The outbreak of the novel coronavirus is making everyone anxious, so we asked psychologists to share how to stay calm, care for your mental health and cope during a state of fear.
The world is in a state of panic.
As the number of Covid-19 cases continues to increase daily, people are frantically stocking up on supplies to prepare for the worst.
First it was surgical face masks and hand sanitiser that were in demand, and now, Australia is currently suffering a toilet paper shortage.
Social media hashtags #toiletpapergate and #toiletpapercrisis are trending alongside images of bare shelves and shots of people who have stocked their trolley with bulk packs of the rolls.
People are freaking out to the point that a panic-buyer even pulled out a knife on another customer in Woolworths during an argument over loo roll. In Tamworth, police had to taser a man down after a fight over toilet paper broke out in Big W.
In London, people are going to extreme lengths to protect themselves against the virus. Pictures of public transport users wearing plastic bags, boxes and gas masks are going viral on social media.
Globally, trade and travel restrictions have been enforced, impacting tourism and disrupting manufacturing. Restaurants and small business are being forced to close due to lack of business, schools have shut down, and the stock market continues to plunge.
It’s causing worry, fear and anxiety. Turn on the TV and it’s news about the virus, open up social media and your feed is flooded with coronavirus-related posts, go out to dinner with family and friends and it’s the topic of conversation. There’s simply no escaping it.
With all this hysteria caused by the global Covid-19 outbreak – which is only being exacerbated by the media – it’s hard not to be mentally affected by it.
But you shouldn’t let your mental health take a hit because ultimately, an uneasy mentality will slowly start to affect all aspects of your life.
“I think it’s important to be rational about the way we are receiving information being fed to us through the media,” Lysn psychologist Nancy Sokarno says.
“Just as any other virus or illness, we need to protect ourselves with precautionary measures but keep our logic in check.” That means washing your hands regularly, wiping down commonly used surfaces and resting at home if you feel unwell. But beyond that, there should be no need to panic.

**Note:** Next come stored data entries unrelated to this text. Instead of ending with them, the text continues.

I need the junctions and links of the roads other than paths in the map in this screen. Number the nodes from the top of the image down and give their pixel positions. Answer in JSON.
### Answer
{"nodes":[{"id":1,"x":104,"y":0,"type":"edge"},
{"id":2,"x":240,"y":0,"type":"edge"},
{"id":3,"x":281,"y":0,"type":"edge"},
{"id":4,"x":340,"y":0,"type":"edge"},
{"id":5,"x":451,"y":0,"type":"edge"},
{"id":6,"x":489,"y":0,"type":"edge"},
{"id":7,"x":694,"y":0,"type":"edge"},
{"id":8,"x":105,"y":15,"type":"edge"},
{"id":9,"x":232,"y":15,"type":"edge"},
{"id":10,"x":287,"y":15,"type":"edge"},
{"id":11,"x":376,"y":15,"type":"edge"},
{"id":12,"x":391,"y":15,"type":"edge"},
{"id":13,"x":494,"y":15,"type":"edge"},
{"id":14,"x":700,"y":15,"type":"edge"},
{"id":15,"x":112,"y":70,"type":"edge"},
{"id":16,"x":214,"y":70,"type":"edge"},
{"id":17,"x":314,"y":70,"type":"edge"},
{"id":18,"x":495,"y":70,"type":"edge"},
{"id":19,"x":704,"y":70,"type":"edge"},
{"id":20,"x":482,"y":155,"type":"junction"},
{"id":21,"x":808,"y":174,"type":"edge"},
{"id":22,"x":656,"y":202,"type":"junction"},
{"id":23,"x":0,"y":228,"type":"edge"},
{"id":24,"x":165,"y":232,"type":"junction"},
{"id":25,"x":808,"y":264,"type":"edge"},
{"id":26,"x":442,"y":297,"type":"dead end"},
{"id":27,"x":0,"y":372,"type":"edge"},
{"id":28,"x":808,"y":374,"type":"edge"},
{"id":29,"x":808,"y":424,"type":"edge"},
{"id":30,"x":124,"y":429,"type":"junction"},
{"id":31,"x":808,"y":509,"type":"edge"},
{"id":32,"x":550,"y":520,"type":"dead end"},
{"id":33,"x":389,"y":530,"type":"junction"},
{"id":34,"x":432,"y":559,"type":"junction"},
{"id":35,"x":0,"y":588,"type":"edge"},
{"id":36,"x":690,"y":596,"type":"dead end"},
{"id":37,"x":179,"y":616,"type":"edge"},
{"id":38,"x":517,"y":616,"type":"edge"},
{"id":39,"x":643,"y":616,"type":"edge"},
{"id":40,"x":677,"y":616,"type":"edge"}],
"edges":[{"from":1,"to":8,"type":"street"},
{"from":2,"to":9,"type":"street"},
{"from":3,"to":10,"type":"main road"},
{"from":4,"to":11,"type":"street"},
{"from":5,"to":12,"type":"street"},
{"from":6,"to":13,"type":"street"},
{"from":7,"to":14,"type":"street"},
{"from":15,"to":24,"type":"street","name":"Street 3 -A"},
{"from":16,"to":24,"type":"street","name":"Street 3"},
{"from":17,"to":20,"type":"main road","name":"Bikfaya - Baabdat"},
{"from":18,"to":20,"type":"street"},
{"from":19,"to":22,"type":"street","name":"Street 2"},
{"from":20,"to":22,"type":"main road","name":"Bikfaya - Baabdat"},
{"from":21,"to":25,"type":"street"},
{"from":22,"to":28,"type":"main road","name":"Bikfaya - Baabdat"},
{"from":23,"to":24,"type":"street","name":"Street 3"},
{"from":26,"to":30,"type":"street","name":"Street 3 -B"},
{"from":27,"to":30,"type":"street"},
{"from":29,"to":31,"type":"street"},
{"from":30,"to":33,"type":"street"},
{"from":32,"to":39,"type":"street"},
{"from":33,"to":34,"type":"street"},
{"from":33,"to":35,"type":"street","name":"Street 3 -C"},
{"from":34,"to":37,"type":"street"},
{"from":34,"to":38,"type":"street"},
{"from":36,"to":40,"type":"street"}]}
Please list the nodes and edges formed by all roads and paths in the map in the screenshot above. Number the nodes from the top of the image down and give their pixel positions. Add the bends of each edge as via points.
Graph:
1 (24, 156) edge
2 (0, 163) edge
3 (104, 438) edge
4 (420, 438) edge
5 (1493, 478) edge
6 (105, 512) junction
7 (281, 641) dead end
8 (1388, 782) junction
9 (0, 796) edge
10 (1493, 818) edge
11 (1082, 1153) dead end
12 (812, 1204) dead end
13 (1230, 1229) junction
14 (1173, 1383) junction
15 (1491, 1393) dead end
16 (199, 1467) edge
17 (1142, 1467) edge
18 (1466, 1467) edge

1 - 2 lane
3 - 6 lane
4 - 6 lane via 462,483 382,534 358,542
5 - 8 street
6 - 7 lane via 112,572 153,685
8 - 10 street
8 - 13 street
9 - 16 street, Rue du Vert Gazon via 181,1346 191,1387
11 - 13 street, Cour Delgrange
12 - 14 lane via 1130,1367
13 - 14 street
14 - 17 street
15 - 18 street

“Ensure we think about how our actions are affecting other people who may have pre-existing phobias regarding germs, health and fatality, and be cautious to spread awareness and knowledge instead of panic,” Sokarno stresses.
In order to stay calm and anxiety-free, follow psychologist and founder of the TARA Clinic, Tara Hurster’s 3-step plan.
Tip 1: Understand the difference between preparation and panic
Being prepared helps to manage feelings of stress and distress and is a positive coping strategy. Whereas panic is when the fight or flight part of our brain switches on, which turns off our ability to engage in logical thinking.
The problem with panic is that as humans are essentially herd animals, it’s very easy for panic to spread quickly because that’s what keeps us safe. Just like if one animal starts running, the rest do, too, ‘just in case’ something is chasing them so that they don’t end up as lunch.
Tip 2: Reset your brain
To reduce feelings of panic, we essentially want to reset our brain. There are two ways to reset the brain: moving your body helps to tell your brain that you’ve moved away from the teeth and the danger is no longer a threat, and mindfulness helps to teach you how to separate your thoughts from fact and therefore make educated decisions.
Tip 3: Educate yourself with credible sources
Ensure you are educated by the people who actually provide the direct information to the public, such as the World Health Organisation. Just as The Simpsons demonstrated with the “purple monkey dishwasher” scene… information can be manipulated or misinterpreted as it gets past on.